Wednesday, February 19, 2014

The kids are alright


I have to tell you... There are days I feel weepy; that is, like weeping for no apparent reason. I feel that way as I write this. I begin a thought, and tears leek from my eyes. What kind of thought? Any kind. It's snowing...weep. It stopped snowing...weep. It looks like it might snow again... And so on.



I accept it as is and so does Sheri. It can be a little awkward when someone who doesn't know me that well asks what they thought was a simple question, and I have to answer through tears, pausing to collect myself enough to finish the answer.



Today, even though it doesn't feel like it, the weeping may be related to the fact that my daughters, Jennifer and Alison, visited us for a couple of days and left this morning to go back to their own families and challenges. We always refer to them as the girls, by the way, always have. The fact that Jennifer is in her mid-forties and Alison in her early forties doesn't change anything.



I am tremendously proud of both of them. They are terrific moms, kind and generous. Jennifer is a pastor's wife and deals with the responsibilities that entails. Alison is is involved in her kids' schools parent-teacher organization, and has served on a local library board. So both are giving back to their communities.



Sheri and I have been cocooned in dealing with my cancer since the beginning. Friends have helped. Jen, Alison and my stepdaughter Kristie have been involved of course, but from a distance, because they have their own lives to live. Kristie is in San Francisco, but will be here when the timing is right to help me and her mom, though if we asked her to be here tomorrow, we have no doubt she would be.



It was important for the girls to be here, though, because we wanted them to see what my cancer and its treatment look like. There are good days and bad days, and now they know what that actually means. My energy level fades in and out as the day goes along. They saw that. It isn't especially scary or upsetting, it's just what happens. They know that now, firsthand. Sheri and I are no longer the only ones who understand.



And we laughed... a lot (weep). We made jokes at each other's expense, as we always have, and laughed. We talked about my treatment in greater depth so they could get a better sense of what was going to be happening. But we did that within hours of their arrival and it never really came up again. It didn't have to. Again, my illness is only a portion of who I am. We gave it the appropriate amount of attention, and then moved on to talk about other things.

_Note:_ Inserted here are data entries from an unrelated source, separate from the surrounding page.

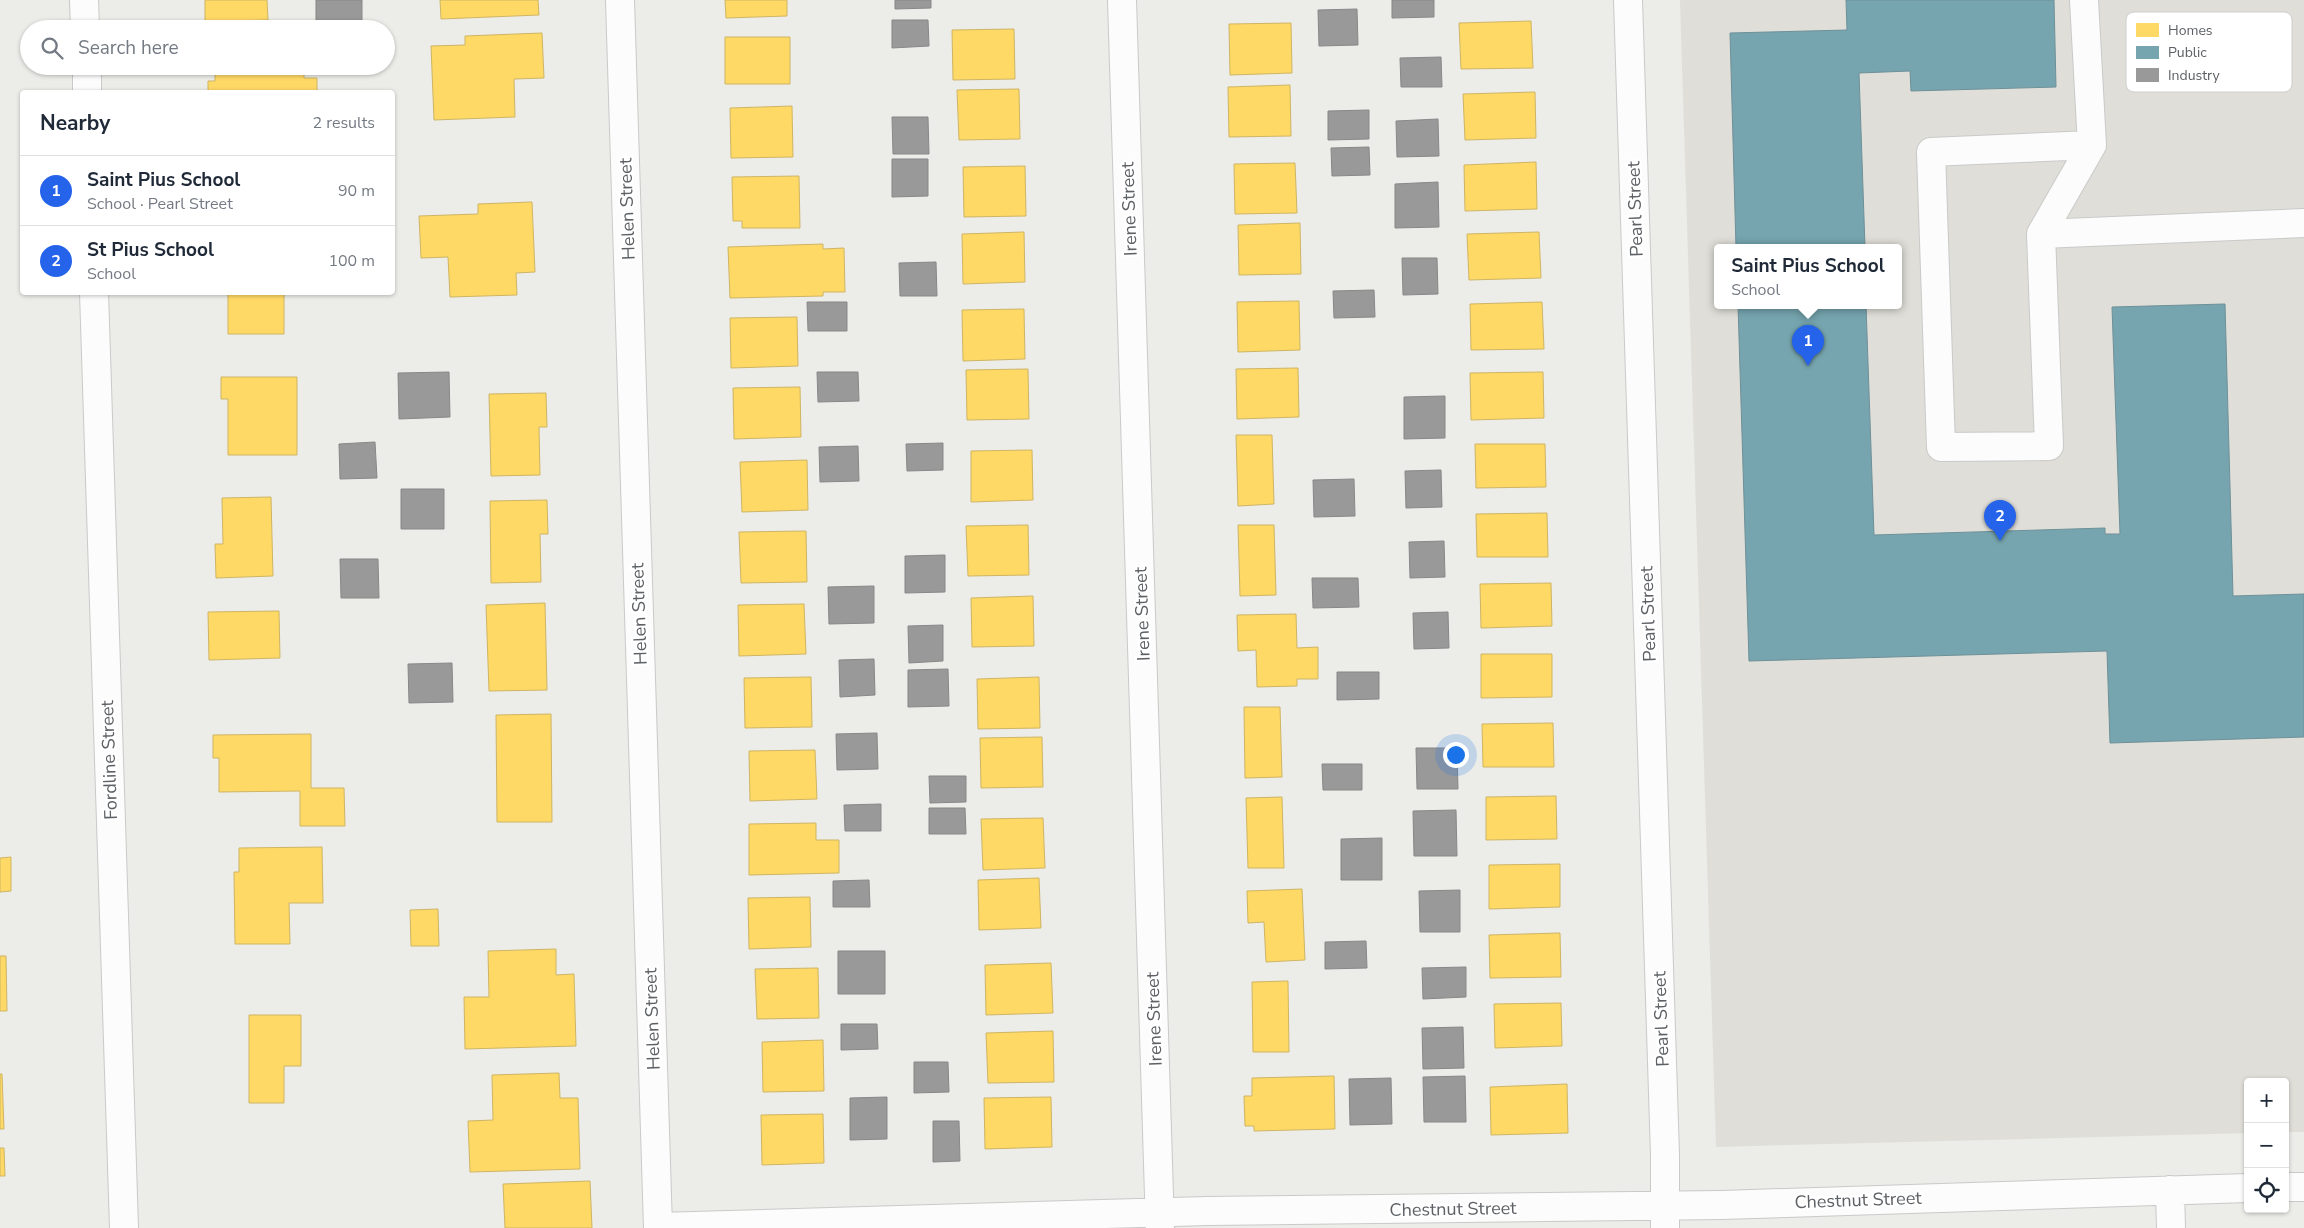 <!DOCTYPE html>
<meta charset="utf-8">
<style>
:root{--surface:#fff;--page:#f6f6f7;--text:#1f2937;--muted:#747a83;--line:#e0e1e3;--accent:#2563eb}
body{margin:0;font-family:"Nunito Sans",sans-serif;background:var(--page);color:var(--text)}
.controls{position:absolute;right:15px;bottom:15px;display:grid;overflow:hidden;border-radius:5px;box-shadow:0 1px 4px #0004}
.controls button{width:45px;height:45px;display:grid;place-items:center;padding:0;border:0;border-bottom:1px solid var(--line);background:var(--surface);color:var(--text);font:25px sans-serif}
.you{position:absolute;left:1455px;top:754px;width:18px;height:18px;margin:-12px;border:4px solid #fff;border-radius:50%;background:#1a73e8;box-shadow:0 0 0 8px #1a73e833}
.badge{display:grid;place-items:center;width:32px;height:32px;border-radius:50%;background:var(--accent);color:#fff;font-size:16px;font-weight:700}
.pin{position:absolute;translate:-50% -41px;filter:drop-shadow(0 1px 2px #0008)}
.pin::after{content:'';position:absolute;top:26px;width:18px;height:15px;background:inherit;clip-path:polygon(0 0,100% 0,50% 100%)}
.popup{position:absolute;left:1714px;top:244px;width:188px;height:65px;box-sizing:border-box;display:grid;place-content:center;border-radius:5px;background:var(--surface);filter:drop-shadow(0 1px 4px #0005);font-size:16px;white-space:nowrap;color:var(--muted)}
.popup b{font-size:19px;color:var(--text)}
.popup::after{content:'';position:absolute;left:50%;top:100%;margin-left:-10px;border:10px solid transparent;border-top-color:var(--surface)}
.list{margin:0;padding:0;list-style:none}
h2{display:flex;justify-content:space-between;align-items:center;height:65px;margin:0;padding:0 20px;font-size:21px}
h2 small{font-size:16px;font-weight:400;color:var(--muted)}
.list li{display:grid;grid-template-columns:32px 1fr auto;gap:15px;align-items:center;box-sizing:border-box;height:70px;padding:0 20px;border-top:1px solid var(--line)}
.list b{display:block;font-size:19px;white-space:nowrap}
.list p{margin:0;font-size:16px;white-space:nowrap;color:var(--muted)}
.list em{font-size:16px;font-style:normal;color:var(--muted)}
.icon{flex:none;width:28px;height:28px;fill:none;stroke:currentColor;stroke-width:2;stroke-linecap:round;stroke-linejoin:round}
.map{position:relative;flex:none;width:2304px;height:1228px;overflow:hidden}
.search{position:absolute;background:var(--surface);box-shadow:0 1px 4px #0004;left:20px;top:20px;width:375px;height:55px;display:flex;align-items:center;gap:12px;box-sizing:border-box;padding:0 18px;border-radius:28px;color:var(--muted);font-size:19px}
.panel{position:absolute;background:var(--surface);box-shadow:0 1px 4px #0004;left:20px;top:90px;width:375px;height:205px;border-radius:5px}
.map>svg:first-child{display:block}
.education{fill:#dfded8;fill-rule:evenodd}
.homes{fill:#ffd966;stroke:#ceb565}
.public{fill:#76a5af;stroke:#6e9098}
.industry{fill:#999;stroke:#878889}
.lines{fill:none;stroke-linecap:round;stroke-linejoin:round}
.minor-casing{stroke:#c9cac9;stroke-width:30}
.minor{stroke:#fcfcfc;stroke-width:28}
.labels{text-anchor:middle;dominant-baseline:central;stroke-width:5;stroke-linejoin:round;paint-order:stroke}
.street-label{font-size:18px;fill:#5d6064;stroke:#fff}
.key{fill:#fff;stroke:#cecfd0;stroke-width:1}
.key-label{font-size:14px;fill:#5d6064}
</style>
<div class="map">
<svg width="2304" height="1228" viewBox="0 0 2304 1228">
<rect width="100%" height="100%" fill="#ecece8"/>
<path class="education" d="M1680 0H2304V1132H2285V1082H2248V1133L1716 1147ZM1718 247H1898V305H1718Z"/>
<path class="homes" d="M205 0H267L268 20 205 22Z
M440 0H538L539 15 441 19Z
M725 0H787V16L726 18Z
M1531 21 1533 68 1461 69 1459 23Z
M1291 23 1292 73 1230 75 1229 24Z
M1014 29 1015 79 953 80 952 30Z
M542 33 544 78 514 79 515 117 434 120 431 46 465 45V36Z
M725 37H790V84H725Z
M215 66H304V78H317V92H208V81H215Z
M1290 85 1291 136 1229 137 1228 87Z
M1019 89 1020 139 959 140 957 90Z
M1535 92 1536 138 1465 140 1463 94Z
M792 106 793 157 731 158 730 108Z
M1536 162 1537 209 1465 211 1464 165Z
M1295 163 1297 213 1235 214 1234 164Z
M1025 166 1026 216 964 217 963 167Z
M799 176 800 228H742V221H733L732 177Z
M532 202 535 272 516 273 517 295 450 297 448 257 421 258 419 216 478 214V204Z
M1300 223 1301 274 1239 275 1238 225Z
M1024 232 1025 282 963 284 962 234Z
M1539 232 1541 278 1469 280 1467 234Z
M823 244V249L844 248 845 292H823V296L730 298 728 247Z
M228 292H284V334H228Z
M1299 301 1300 350 1238 352 1237 302Z
M1542 302 1544 349 1471 350 1470 304Z
M1024 309 1025 359 963 361 962 310Z
M797 317 798 366 731 368 730 318Z
M1298 368 1299 417 1237 419 1236 369Z
M1028 369 1029 419 967 420 966 370Z
M1543 372 1544 418 1471 420 1470 373Z
M221 377H297V455H228V399H221Z
M800 387 801 437 734 439 733 388Z
M546 393 547 427H539L540 475 491 476 489 394Z
M1236 435H1272L1274 504 1238 506Z
M1475 444H1545L1546 487 1476 488Z
M1032 450 1033 500 971 502V451Z
M807 460 808 510 742 512 740 462Z
M271 497 273 576 216 578 215 544H223L222 498Z
M547 500 548 534H540L541 582 491 583 490 501Z
M1547 513 1548 557H1477L1476 514Z
M1028 525 1029 575 968 576 966 526Z
M1238 525H1274L1276 595 1240 596Z
M806 531 807 582 741 583 739 532Z
M1551 583 1552 626 1481 628 1480 584Z
M1033 596 1034 646 972 647 971 598Z
M545 603 547 690 489 691 486 605Z
M804 604 806 654 739 656 738 605Z
M279 611 280 658 209 660 208 612Z
M1296 614 1297 648 1318 647V679H1297V686L1257 687 1256 650 1238 651 1237 615Z
M1481 654H1552V697L1481 698Z
M811 677 812 727 745 728 744 678Z
M1039 677 1040 728 978 729 977 679Z
M1244 707H1280L1282 777 1245 778Z
M551 714 552 822H497L496 715Z
M1553 723 1554 767H1483L1482 724Z
M311 734V788H344L345 826H300V791L219 792V758H213V735Z
M1042 737 1043 787 981 788 980 738Z
M815 750 817 799 750 801 749 751Z
M1556 796 1557 839 1486 840V797Z
M1282 797 1284 868H1248L1246 798Z
M1043 818 1045 868 983 870 981 819Z
M816 823V840H839V873L749 875V824Z
M322 847 323 903H289L290 944H235L234 872H239V848Z
M11 857V891L0 892V858Z
M1560 864V907L1489 909V865Z
M1039 878 1041 928 979 930 978 880Z
M1302 889 1305 960 1266 962 1264 922 1248 923 1247 891Z
M810 897 811 947 749 949 748 898Z
M438 909 439 946H411L410 910Z
M1560 933 1561 977 1490 978 1489 935Z
M556 949V975L574 974 576 1046 465 1049 464 997H489L488 951Z
M0 956H6L7 1011H0Z
M1051 963 1053 1013 986 1015 985 965Z
M818 968 819 1018 757 1019 755 969Z
M1288 981 1289 1052H1253L1252 982Z
M1561 1003 1562 1046 1495 1048 1494 1004Z
M249 1015H301V1066H284V1103H249Z
M1053 1031 1054 1082 988 1083 986 1033Z
M823 1040 824 1091 763 1092 762 1042Z
M559 1073 560 1098H578L580 1169 470 1172 468 1121 493 1120 492 1075Z
M0 1074H2L4 1129H0Z
M1334 1076 1335 1129 1254 1131V1126H1245L1244 1096H1252V1078Z
M1567 1084 1568 1133 1491 1135 1490 1087Z
M1051 1097 1052 1147 985 1149 984 1098Z
M823 1114 824 1163 762 1165 761 1115Z
M0 1148H4L5 1176H0Z
M590 1181 592 1228H505L503 1184Z"/>
<path class="public" d="M1846 0H2054L2056 87 1911 91 1910 71 1859 73 1865 247H1736L1730 33 1847 30Z
M2225 304 2233 596 2304 594V737L2110 743 2107 651 1749 661 1738 305H1866L1874 535 2105 528V534H2120L2112 307Z"/>
<path class="industry" d="M316 0H362V29H316Z
M895 0H931V8L895 9Z
M1392 0H1434V17L1392 18Z
M1357 9 1358 45 1319 46 1318 10Z
M892 20H928L929 46 892 48Z
M1441 57 1442 87H1401L1400 58Z
M1369 110V139L1328 140V111Z
M892 117H928L929 154H893Z
M1438 119 1439 156 1397 157 1396 121Z
M1369 147 1370 175 1332 176 1331 148Z
M892 159H928V196L892 197Z
M1438 182 1439 227 1395 228V184Z
M1402 258H1437L1438 294 1403 295Z
M936 262 937 296H900L899 263Z
M1374 290 1375 317 1334 318 1333 291Z
M807 302H847V331H808Z
M449 372 450 417 399 419 398 373Z
M817 372H858L859 401 818 402Z
M1445 396V438L1404 439V397Z
M375 442 377 478 340 479 339 444Z
M943 443V470L907 471 906 444Z
M858 446 859 481 820 482 819 447Z
M1441 470 1442 507 1406 508 1405 471Z
M1354 479 1355 516 1314 517 1313 480Z
M401 489H444V529H401Z
M1444 541 1445 577 1410 578 1409 542Z
M945 555V592L905 593V556Z
M340 559H378L379 598H341Z
M1312 578H1358L1359 607 1313 608Z
M874 586V623L829 624 828 587Z
M1448 612 1449 648 1414 649 1413 613Z
M943 625V661L909 663 908 626Z
M874 659 875 695 840 697 839 660Z
M452 663 453 702 409 703 408 664Z
M948 669 949 706 908 707V670Z
M1337 672H1379V699L1337 700Z
M877 733 878 769 837 770 836 734Z
M1416 748H1457L1458 789H1417Z
M1322 764H1362V790H1323Z
M929 776H966V802L930 803Z
M881 804V831H845L844 805Z
M929 808H965L966 834H929Z
M1456 810 1457 856H1414L1413 811Z
M1382 838V880H1341V839Z
M869 880 870 907H833V881Z
M1460 890V932H1420L1419 891Z
M1366 941 1367 968 1325 969V942Z
M838 951H885V994H838Z
M1466 967V997L1423 999 1422 968Z
M841 1024H877L878 1049 841 1050Z
M1463 1027 1464 1068 1423 1069 1422 1028Z
M914 1062H948L949 1092 914 1093Z
M1465 1076 1466 1122H1424L1423 1077Z
M1391 1078 1392 1124 1350 1125 1349 1079Z
M887 1097V1139L850 1140V1098Z
M933 1121H959L960 1161 933 1162Z"/>
<g class="lines">
<g class="minor-casing">
<path id="minor" d="M84 0 85 29
M620 0 658 1228
M1122 0 1160 1228
M1628 0 1665 1155V1228
M2084 0 2092 145 2041 234 2049 446 1941 447 1931 152 2092 145
M87 66V92
M2041 234 2304 223
M94 292 124 1228
M2285 1187H2304
M2170 1190 2171 1228
M658 1227 1207 1211 1722 1205 2248 1188"/>
</g>
<use href="#minor" class="minor"/>
</g>
<g class="labels">
<g class="street-label">
<text transform="translate(627 209) rotate(-92)">Helen Street</text>
<text transform="translate(1129 209) rotate(-92)">Irene Street</text>
<text transform="translate(1635 209) rotate(-92)">Pearl Street</text>
<text transform="translate(639 614) rotate(-92)">Helen Street</text>
<text transform="translate(1142 614) rotate(-92)">Irene Street</text>
<text transform="translate(1648 614) rotate(-92)">Pearl Street</text>
<text transform="translate(109 760) rotate(-92)">Fordline Street</text>
<text transform="translate(652 1019) rotate(-92)">Helen Street</text>
<text transform="translate(1154 1019) rotate(-92)">Irene Street</text>
<text transform="translate(1661 1019) rotate(-92)">Pearl Street</text>
<text transform="translate(1858 1200) rotate(-2)">Chestnut Street</text>
<text transform="translate(1453 1209) rotate(-1)">Chestnut Street</text>
</g>
</g>
<rect x="2126" y="12" width="166" height="80" rx="8" class="key"/>
<rect x="2136" y="23" width="23" height="14" fill="#ffd966"/>
<rect x="2136" y="46" width="23" height="13" fill="#76a5af"/>
<rect x="2136" y="68" width="23" height="14" fill="#999"/>
<g class="key-label">
<text x="2168" y="35">Homes</text>
<text x="2168" y="57">Public</text>
<text x="2168" y="80">Industry</text>
</g>
</svg>
<div class="controls">
<button>+</button>
<button>−</button>
<button><svg class="icon" aria-label="locate" viewBox="0 0 24 24"><circle cx="12" cy="12" r="6"/><path d="M12 2v4M12 18v4M2 12h4M18 12h4"/></svg></button>
</div>
<div class="you"></div>
<div class="pin badge" style="left:1808px;top:366px">1</div>
<div class="popup"><b>Saint Pius School</b>School</div>
<div class="pin badge" style="left:2000px;top:541px">2</div>
<div class="search"><svg class="icon" aria-label="search" viewBox="0 0 24 24"><circle cx="10" cy="10" r="6"/><path d="M15 15l6 6"/></svg>Search here</div>
<section class="panel">
<h2>Nearby<small>2 results</small></h2>
<ul class="list">
<li><span class="badge">1</span><div><b>Saint Pius School</b><p>School · Pearl Street</p></div><em>90 m</em></li>
<li><span class="badge">2</span><div><b>St Pius School</b><p>School</p></div><em>100 m</em></li>
</ul>
</section>
</div>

It was a joy having them here. So maybe it shouldn't come as a surprise that I am weepy today.



The thing about still thinking of them as girls brought me right back to when I visited my mother ins Scotland three years ago. I hadn't been back there since we left in April 1963. My mother, who was 89 at the time, was quite sick and I wanted to visit her when she was still able to function at a high level and we could enjoy our time together. Which we did. Except...



I had rented a car while I was there so we visit some of the places I remembered as a kid, and just generally be able to get around. One night I decided to go out by myself. An organization I belong to here had a number of clubs there and I wanted to see if they conducted themselves in the same manner. Off I went, telling my mother I would be home by 9 pm.



There was virtually no difference in the way the group conducted itself, except- and this would become important- their meetings lasted a half-hour longer, so I didn't get home till 9:30.



I walked in the house to find my mother standing in the corner by one of the front windows, spring-loaded and ready to fly across the room, which is what she did.



“Wherrrre have you been?”



“At the meeting I told you about.” It sounded lame even to me, but I was the only truth I had.



“Och aye. And de ye ken what time it is?!?!?!” I assumed it was rhetorical, which it must have been because she didn't wait for an answer. “Ye should have been home half an hour ago. I've been worried sick, so ah have.” She seemed to be on a roll now. I just stood there feeling smaller and smaller. “It's dark oot. Ye don't know yer way around anymore. Yer no used to driving on the other side of the road...”



She paused for breath and I offered the only defense I had. “I tried to call you, but the cell phones here are really different and I had all kinds of trouble.”



“Did ye get thrrrough?” I admitted that, obviously I hadn't. “Well it disne count then does it?” The thought is now going through my head that I am a 60-year old man and I can feel indignation getting ready to make an untimely appearance. Fortunately, I remembered, 60 or not, I was and always had been the baby of my family and stood there and took it like the 7-year old my mother was addressing.



She eventually ran out of steam, but the next morning I woke to her telling my cousin, “So. Ye'll never guess what Lord Muck did last night!” Whereupon, I heard all my indiscretions repeated and then repeated again when she called her friend of 71 years to let her know what Lord Muck had done.



(weep).



There are a variety of versions of the story that gives this blog its name. The pony is the constant in all of them. A man is on his way to a party when he comes across a young boy shoveling ass over tea kettle at an enormous mountain of manure. The man asks the child if he wouldn't rather go with him to the party than shovel all that poop. The kid says, “No way man. With all that poop... there must be a pony in there somewhere.”